Health Insurance Coverage for Children Increased in 2004

Health insurance coverage for children continued to improve in 2004, according to a new report from the Centers for Disease Control and Prevention (CDC). The CDC also found that the percentage of working-age adults without insurance coverage, which had been increasing in recent years, did not increase last year. The data are based on the CDC’s National Health Interview Survey, which tracks insurance coverage since 1997. The report found that the improvement in coverage for children reflects an increase in public coverage for poor children, including the State Children’s Health Insurance Program.
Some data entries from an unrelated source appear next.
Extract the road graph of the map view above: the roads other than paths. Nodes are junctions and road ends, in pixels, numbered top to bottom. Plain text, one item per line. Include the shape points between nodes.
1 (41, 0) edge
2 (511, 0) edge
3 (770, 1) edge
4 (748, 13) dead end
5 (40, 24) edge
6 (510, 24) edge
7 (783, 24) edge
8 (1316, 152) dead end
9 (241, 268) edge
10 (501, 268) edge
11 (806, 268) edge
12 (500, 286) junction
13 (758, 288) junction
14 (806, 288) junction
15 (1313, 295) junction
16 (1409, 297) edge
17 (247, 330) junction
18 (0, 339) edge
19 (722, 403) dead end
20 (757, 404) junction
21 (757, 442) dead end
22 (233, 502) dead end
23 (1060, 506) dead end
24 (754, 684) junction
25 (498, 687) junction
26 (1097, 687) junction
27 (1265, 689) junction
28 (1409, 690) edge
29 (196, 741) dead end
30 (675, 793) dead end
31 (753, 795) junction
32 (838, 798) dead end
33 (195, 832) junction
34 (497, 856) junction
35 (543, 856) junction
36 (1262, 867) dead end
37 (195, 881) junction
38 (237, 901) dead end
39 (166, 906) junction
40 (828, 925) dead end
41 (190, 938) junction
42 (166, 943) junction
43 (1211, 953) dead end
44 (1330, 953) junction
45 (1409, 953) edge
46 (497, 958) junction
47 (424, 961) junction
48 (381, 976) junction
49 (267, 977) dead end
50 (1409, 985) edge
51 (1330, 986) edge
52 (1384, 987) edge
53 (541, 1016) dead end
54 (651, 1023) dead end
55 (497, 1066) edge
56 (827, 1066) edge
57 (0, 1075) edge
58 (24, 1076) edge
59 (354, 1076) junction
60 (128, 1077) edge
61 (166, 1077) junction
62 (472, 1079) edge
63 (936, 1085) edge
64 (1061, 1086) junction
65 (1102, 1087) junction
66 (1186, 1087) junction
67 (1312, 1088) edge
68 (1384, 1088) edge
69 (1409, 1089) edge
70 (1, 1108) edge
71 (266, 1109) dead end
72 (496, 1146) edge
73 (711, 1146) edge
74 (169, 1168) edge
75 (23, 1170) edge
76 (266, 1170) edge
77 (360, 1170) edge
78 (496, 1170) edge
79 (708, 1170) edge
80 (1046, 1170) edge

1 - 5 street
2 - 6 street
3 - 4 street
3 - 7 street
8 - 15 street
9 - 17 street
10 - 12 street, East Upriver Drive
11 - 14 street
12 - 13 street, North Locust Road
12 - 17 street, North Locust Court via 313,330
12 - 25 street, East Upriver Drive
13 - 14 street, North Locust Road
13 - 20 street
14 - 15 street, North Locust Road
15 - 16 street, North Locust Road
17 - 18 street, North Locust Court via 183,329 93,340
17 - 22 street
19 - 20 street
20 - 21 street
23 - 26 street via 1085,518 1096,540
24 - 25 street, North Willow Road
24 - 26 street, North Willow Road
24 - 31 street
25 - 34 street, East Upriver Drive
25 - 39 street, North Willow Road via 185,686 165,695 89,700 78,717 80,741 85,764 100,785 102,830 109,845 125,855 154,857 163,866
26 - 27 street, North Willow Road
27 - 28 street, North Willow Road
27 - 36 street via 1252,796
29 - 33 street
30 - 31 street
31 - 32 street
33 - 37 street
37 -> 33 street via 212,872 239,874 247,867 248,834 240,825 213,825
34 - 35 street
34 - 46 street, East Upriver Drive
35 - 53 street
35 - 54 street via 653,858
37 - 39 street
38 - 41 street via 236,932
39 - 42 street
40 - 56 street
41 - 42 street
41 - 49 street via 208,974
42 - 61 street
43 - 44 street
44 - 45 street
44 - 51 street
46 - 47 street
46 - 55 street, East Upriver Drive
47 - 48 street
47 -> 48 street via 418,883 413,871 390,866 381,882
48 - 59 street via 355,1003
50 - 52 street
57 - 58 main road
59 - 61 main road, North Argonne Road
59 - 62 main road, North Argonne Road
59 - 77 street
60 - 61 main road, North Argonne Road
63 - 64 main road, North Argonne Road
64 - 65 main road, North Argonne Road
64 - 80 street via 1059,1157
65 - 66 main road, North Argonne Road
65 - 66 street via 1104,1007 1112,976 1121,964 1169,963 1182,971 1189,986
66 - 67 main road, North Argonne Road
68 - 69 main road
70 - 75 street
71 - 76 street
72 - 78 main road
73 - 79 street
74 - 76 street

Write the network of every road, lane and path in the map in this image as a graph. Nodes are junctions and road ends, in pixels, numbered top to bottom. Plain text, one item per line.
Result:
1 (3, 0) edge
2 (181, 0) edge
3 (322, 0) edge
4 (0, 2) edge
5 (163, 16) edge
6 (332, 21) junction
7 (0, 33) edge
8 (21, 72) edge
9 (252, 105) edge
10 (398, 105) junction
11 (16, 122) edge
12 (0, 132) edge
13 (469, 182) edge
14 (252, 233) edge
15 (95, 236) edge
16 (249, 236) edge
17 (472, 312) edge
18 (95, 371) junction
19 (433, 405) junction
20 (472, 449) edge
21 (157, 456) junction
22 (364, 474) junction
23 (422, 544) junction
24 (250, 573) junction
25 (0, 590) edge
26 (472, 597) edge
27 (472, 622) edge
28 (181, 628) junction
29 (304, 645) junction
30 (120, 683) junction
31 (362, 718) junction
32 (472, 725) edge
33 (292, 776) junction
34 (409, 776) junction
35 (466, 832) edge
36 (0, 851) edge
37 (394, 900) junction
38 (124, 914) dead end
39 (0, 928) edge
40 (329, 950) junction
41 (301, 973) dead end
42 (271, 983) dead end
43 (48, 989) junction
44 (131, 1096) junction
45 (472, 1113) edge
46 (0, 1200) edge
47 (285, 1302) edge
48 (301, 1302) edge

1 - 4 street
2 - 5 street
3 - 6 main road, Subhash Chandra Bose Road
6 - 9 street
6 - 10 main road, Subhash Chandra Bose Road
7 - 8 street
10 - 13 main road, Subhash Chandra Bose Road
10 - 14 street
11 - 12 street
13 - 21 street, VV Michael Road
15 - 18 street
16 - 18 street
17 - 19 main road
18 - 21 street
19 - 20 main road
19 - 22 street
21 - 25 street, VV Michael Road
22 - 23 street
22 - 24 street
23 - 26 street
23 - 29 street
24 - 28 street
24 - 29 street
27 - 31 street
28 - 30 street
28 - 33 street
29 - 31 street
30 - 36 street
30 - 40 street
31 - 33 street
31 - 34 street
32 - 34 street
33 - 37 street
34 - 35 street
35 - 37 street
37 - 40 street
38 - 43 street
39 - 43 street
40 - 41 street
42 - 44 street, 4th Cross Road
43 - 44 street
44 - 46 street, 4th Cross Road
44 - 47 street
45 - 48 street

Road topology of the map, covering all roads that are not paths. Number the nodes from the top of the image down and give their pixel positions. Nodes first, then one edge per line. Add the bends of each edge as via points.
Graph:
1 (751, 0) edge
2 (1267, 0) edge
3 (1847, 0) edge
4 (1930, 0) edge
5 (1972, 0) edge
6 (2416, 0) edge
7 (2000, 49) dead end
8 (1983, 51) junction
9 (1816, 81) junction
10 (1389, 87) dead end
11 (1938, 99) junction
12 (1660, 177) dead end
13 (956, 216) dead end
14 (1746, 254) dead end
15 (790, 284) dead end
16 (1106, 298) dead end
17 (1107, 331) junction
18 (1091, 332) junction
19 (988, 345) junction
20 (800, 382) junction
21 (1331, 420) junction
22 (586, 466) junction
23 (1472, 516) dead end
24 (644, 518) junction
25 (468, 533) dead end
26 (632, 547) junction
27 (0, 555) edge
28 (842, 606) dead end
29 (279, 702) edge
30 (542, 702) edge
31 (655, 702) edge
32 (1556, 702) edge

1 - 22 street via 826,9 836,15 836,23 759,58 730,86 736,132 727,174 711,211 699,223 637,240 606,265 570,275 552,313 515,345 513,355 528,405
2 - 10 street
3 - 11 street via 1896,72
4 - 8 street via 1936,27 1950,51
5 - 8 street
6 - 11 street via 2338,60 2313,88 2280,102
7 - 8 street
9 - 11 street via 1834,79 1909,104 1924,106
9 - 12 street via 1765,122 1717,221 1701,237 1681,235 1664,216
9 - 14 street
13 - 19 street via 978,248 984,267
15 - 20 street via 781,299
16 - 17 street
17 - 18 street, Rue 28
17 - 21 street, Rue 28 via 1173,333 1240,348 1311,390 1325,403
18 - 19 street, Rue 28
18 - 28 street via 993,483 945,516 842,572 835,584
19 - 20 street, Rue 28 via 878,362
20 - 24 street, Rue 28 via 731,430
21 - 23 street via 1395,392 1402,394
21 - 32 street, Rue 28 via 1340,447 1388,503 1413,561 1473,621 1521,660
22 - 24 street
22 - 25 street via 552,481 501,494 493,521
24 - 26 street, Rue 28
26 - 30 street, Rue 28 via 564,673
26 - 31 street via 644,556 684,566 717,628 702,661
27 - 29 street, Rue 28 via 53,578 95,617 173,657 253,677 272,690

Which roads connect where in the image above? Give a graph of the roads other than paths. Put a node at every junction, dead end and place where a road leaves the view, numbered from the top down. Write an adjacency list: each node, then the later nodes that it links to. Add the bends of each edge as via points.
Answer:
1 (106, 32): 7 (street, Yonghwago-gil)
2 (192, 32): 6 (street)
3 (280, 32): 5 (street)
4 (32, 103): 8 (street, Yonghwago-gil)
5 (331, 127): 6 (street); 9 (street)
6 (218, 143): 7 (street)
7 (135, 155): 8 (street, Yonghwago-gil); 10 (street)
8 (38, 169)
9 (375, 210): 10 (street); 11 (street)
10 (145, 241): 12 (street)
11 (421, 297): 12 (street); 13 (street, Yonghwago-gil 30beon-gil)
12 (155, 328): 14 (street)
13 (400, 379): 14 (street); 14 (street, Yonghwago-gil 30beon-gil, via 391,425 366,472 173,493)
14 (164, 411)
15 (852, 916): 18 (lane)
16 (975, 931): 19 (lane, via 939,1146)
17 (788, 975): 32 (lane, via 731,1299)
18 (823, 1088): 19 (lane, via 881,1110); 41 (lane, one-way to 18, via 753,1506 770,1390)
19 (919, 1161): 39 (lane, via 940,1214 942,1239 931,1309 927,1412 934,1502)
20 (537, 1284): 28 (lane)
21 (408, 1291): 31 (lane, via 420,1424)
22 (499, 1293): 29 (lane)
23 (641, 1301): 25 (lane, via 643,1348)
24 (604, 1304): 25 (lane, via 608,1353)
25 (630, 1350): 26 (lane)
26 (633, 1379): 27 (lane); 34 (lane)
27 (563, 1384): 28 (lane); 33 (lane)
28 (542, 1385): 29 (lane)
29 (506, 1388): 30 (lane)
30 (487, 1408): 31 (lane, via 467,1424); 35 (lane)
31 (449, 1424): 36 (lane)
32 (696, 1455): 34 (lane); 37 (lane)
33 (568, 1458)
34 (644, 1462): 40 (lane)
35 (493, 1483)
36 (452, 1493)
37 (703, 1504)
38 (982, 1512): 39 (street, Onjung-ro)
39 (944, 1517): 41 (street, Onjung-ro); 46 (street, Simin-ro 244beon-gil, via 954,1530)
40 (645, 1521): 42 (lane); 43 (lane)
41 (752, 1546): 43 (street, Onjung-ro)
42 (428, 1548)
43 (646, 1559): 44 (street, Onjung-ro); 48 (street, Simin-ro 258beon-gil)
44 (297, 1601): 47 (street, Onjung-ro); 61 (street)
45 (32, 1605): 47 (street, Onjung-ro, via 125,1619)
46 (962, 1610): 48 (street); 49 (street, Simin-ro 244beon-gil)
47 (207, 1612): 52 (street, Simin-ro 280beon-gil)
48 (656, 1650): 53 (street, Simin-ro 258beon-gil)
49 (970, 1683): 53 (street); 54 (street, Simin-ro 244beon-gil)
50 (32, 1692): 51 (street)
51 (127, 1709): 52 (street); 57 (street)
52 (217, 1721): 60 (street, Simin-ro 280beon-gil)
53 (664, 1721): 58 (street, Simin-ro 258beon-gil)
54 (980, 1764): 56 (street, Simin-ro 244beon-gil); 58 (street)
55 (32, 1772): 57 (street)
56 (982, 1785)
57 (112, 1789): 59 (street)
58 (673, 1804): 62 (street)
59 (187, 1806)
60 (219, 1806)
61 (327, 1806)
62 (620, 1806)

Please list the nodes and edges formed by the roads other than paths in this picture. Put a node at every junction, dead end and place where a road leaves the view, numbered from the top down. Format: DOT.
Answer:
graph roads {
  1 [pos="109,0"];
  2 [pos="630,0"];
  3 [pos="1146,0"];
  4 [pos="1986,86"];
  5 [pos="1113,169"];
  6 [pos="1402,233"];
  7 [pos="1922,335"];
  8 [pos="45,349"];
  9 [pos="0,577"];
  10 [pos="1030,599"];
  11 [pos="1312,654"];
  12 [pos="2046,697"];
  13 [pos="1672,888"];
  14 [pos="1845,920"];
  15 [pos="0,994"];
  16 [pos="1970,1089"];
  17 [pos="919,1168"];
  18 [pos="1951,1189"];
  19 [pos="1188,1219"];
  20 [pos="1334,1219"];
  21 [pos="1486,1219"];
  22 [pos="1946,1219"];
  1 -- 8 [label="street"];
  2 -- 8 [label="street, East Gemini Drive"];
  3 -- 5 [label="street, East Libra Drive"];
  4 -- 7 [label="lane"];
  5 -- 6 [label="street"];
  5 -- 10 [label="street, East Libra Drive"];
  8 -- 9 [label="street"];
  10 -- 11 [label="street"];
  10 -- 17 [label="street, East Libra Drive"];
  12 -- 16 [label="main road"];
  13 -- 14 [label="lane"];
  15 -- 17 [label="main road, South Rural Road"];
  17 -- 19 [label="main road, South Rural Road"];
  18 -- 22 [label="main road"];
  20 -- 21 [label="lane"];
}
In 2004, more than 90 percent of U.S. children had health insurance at the time of the interview, a steady increase from the first report in 1997. In 2004, 9.4 percent of children younger than 18 years did not have health insurance, compared with 14 percent in 1997. Additional information is available online at

AHRQ Finds Weight-Loss Surgeries Quadrupled Over Five-Year Period

The number of Americans having weight-loss surgery more than quadrupled between 1998 and 2002, according to a new study by the Agency for Healthcare Research and Quality (AHRQ). Part of the increase was driven by a 900 percent increase in bariatric surgeries in patients between the ages of 55 and 64 years. During the same period, hospital costs for treating patients who underwent weight-loss surgery increased more than sixfold—from $157 million a year to $948 million a year—and the average cost per surgery increased by roughly 13 percent, from $11,705 to $13,215. To be considered medically eligible for weight-loss surgery, a patient must have a body mass index of greater than 40 (or greater than 35 with serious obesity-related complications such as type 2 diabetes or obstructive sleep apnea). Nearly 400,000 Americans between 65 and 69 years of age will be medically eligible to have bariatric surgery this year, and this number could increase by approximately 20 percent in 2010. Such an increase could have significant cost implications for the Medicare program. The study was published in the July 12 issue of Health Affairs.

SAMHSA Awards $15.5 Million for Substance Abuse Interventions

The Substance Abuse and Mental Health Services Administration (SAMHSA) has awarded 12 grants totaling $15.5 million over three years to promote screening, brief interventions, and treatment referral for college students with a high risk of substance use disorders. The Targeted Capacity Expansion Campus Screening and Brief Intervention grants are designed to expand existing campus-based medical services by integrating screening for substance abuse and brief interventions into student health programs. The grant-recipient colleges and universities are expected to screen and refer students in need to appropriate treatment, using university or community-based providers. The grant recipients include the University of Arizona, Tucson; Bristol Community College, Fall River, Mass.; The University of California, Los Angeles; the University of Delaware, Newark; the University of Hartford, West Hartford, Conn.; the University of Hawaii at Manoa; the University of Massachusetts, Amherst; New Mexico Highlands University, Las Vegas; Northeastern University, Boston; State University of New York at Albany; the University of Tennessee, Knoxville; and the University of Texas at El Paso.